Collected data entries:
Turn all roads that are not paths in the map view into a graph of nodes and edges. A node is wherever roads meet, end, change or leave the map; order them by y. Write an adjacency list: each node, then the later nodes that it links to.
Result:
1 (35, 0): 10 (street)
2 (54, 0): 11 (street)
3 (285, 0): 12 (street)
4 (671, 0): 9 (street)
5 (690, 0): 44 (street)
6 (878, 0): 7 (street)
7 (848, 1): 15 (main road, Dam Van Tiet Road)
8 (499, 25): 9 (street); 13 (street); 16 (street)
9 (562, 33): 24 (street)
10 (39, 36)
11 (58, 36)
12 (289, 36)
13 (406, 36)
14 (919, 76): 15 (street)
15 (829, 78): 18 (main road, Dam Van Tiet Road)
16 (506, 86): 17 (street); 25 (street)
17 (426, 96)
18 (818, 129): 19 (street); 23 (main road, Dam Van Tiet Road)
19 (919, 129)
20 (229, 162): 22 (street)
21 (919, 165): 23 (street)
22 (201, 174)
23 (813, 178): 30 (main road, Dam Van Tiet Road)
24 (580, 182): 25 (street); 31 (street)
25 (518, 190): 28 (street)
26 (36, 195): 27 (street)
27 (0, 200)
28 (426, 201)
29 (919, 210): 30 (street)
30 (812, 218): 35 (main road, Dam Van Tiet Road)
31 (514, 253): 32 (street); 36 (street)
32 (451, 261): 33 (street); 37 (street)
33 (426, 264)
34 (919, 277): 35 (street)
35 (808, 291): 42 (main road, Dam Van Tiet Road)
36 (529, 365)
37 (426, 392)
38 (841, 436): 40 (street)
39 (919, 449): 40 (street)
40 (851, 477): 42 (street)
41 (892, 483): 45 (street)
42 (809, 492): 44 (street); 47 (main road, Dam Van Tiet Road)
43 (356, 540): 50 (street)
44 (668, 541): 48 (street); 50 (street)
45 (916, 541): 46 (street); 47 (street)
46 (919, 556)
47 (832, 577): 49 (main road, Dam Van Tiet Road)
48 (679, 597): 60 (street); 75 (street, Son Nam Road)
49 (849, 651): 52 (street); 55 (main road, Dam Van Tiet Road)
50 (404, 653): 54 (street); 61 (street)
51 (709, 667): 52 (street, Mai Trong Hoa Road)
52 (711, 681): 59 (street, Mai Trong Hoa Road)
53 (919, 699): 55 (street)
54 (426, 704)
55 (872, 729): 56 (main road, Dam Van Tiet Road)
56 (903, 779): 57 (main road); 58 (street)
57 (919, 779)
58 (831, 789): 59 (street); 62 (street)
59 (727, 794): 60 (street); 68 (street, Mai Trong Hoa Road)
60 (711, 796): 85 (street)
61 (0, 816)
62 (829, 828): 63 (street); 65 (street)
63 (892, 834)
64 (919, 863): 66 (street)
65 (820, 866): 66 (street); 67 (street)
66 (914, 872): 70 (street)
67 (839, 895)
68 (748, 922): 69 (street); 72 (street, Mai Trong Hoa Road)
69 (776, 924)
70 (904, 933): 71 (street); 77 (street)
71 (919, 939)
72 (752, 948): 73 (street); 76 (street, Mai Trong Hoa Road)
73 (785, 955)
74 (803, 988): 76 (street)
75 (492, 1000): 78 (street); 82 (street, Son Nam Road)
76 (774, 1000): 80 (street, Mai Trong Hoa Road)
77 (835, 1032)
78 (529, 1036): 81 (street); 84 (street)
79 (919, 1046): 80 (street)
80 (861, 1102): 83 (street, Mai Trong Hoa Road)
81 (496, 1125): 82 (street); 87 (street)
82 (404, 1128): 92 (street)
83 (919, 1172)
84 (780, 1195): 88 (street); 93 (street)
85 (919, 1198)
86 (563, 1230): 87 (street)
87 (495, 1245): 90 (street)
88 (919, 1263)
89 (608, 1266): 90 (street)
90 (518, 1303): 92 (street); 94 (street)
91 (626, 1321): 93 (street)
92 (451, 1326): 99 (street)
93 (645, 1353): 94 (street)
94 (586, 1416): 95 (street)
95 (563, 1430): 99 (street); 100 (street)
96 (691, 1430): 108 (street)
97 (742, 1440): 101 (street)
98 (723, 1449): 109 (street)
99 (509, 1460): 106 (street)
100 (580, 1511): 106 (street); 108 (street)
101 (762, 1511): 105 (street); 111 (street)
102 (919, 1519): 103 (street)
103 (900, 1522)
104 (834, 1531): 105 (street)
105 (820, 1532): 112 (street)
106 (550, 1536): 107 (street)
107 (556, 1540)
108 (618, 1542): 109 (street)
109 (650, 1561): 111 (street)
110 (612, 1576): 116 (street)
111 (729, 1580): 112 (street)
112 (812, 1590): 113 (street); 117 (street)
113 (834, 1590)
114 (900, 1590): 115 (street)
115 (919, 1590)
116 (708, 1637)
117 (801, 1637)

Assignment:
Each of the records is to be repeated word for word.

Answer:
Turn all roads that are not paths in the map view into a graph of nodes and edges. A node is wherever roads meet, end, change or leave the map; order them by y. Write an adjacency list: each node, then the later nodes that it links to.
Result:
1 (35, 0): 10 (street)
2 (54, 0): 11 (street)
3 (285, 0): 12 (street)
4 (671, 0): 9 (street)
5 (690, 0): 44 (street)
6 (878, 0): 7 (street)
7 (848, 1): 15 (main road, Dam Van Tiet Road)
8 (499, 25): 9 (street); 13 (street); 16 (street)
9 (562, 33): 24 (street)
10 (39, 36)
11 (58, 36)
12 (289, 36)
13 (406, 36)
14 (919, 76): 15 (street)
15 (829, 78): 18 (main road, Dam Van Tiet Road)
16 (506, 86): 17 (street); 25 (street)
17 (426, 96)
18 (818, 129): 19 (street); 23 (main road, Dam Van Tiet Road)
19 (919, 129)
20 (229, 162): 22 (street)
21 (919, 165): 23 (street)
22 (201, 174)
23 (813, 178): 30 (main road, Dam Van Tiet Road)
24 (580, 182): 25 (street); 31 (street)
25 (518, 190): 28 (street)
26 (36, 195): 27 (street)
27 (0, 200)
28 (426, 201)
29 (919, 210): 30 (street)
30 (812, 218): 35 (main road, Dam Van Tiet Road)
31 (514, 253): 32 (street); 36 (street)
32 (451, 261): 33 (street); 37 (street)
33 (426, 264)
34 (919, 277): 35 (street)
35 (808, 291): 42 (main road, Dam Van Tiet Road)
36 (529, 365)
37 (426, 392)
38 (841, 436): 40 (street)
39 (919, 449): 40 (street)
40 (851, 477): 42 (street)
41 (892, 483): 45 (street)
42 (809, 492): 44 (street); 47 (main road, Dam Van Tiet Road)
43 (356, 540): 50 (street)
44 (668, 541): 48 (street); 50 (street)
45 (916, 541): 46 (street); 47 (street)
46 (919, 556)
47 (832, 577): 49 (main road, Dam Van Tiet Road)
48 (679, 597): 60 (street); 75 (street, Son Nam Road)
49 (849, 651): 52 (street); 55 (main road, Dam Van Tiet Road)
50 (404, 653): 54 (street); 61 (street)
51 (709, 667): 52 (street, Mai Trong Hoa Road)
52 (711, 681): 59 (street, Mai Trong Hoa Road)
53 (919, 699): 55 (street)
54 (426, 704)
55 (872, 729): 56 (main road, Dam Van Tiet Road)
56 (903, 779): 57 (main road); 58 (street)
57 (919, 779)
58 (831, 789): 59 (street); 62 (street)
59 (727, 794): 60 (street); 68 (street, Mai Trong Hoa Road)
60 (711, 796): 85 (street)
61 (0, 816)
62 (829, 828): 63 (street); 65 (street)
63 (892, 834)
64 (919, 863): 66 (street)
65 (820, 866): 66 (street); 67 (street)
66 (914, 872): 70 (street)
67 (839, 895)
68 (748, 922): 69 (street); 72 (street, Mai Trong Hoa Road)
69 (776, 924)
70 (904, 933): 71 (street); 77 (street)
71 (919, 939)
72 (752, 948): 73 (street); 76 (street, Mai Trong Hoa Road)
73 (785, 955)
74 (803, 988): 76 (street)
75 (492, 1000): 78 (street); 82 (street, Son Nam Road)
76 (774, 1000): 80 (street, Mai Trong Hoa Road)
77 (835, 1032)
78 (529, 1036): 81 (street); 84 (street)
79 (919, 1046): 80 (street)
80 (861, 1102): 83 (street, Mai Trong Hoa Road)
81 (496, 1125): 82 (street); 87 (street)
82 (404, 1128): 92 (street)
83 (919, 1172)
84 (780, 1195): 88 (street); 93 (street)
85 (919, 1198)
86 (563, 1230): 87 (street)
87 (495, 1245): 90 (street)
88 (919, 1263)
89 (608, 1266): 90 (street)
90 (518, 1303): 92 (street); 94 (street)
91 (626, 1321): 93 (street)
92 (451, 1326): 99 (street)
93 (645, 1353): 94 (street)
94 (586, 1416): 95 (street)
95 (563, 1430): 99 (street); 100 (street)
96 (691, 1430): 108 (street)
97 (742, 1440): 101 (street)
98 (723, 1449): 109 (street)
99 (509, 1460): 106 (street)
100 (580, 1511): 106 (street); 108 (street)
101 (762, 1511): 105 (street); 111 (street)
102 (919, 1519): 103 (street)
103 (900, 1522)
104 (834, 1531): 105 (street)
105 (820, 1532): 112 (street)
106 (550, 1536): 107 (street)
107 (556, 1540)
108 (618, 1542): 109 (street)
109 (650, 1561): 111 (street)
110 (612, 1576): 116 (street)
111 (729, 1580): 112 (street)
112 (812, 1590): 113 (street); 117 (street)
113 (834, 1590)
114 (900, 1590): 115 (street)
115 (919, 1590)
116 (708, 1637)
117 (801, 1637)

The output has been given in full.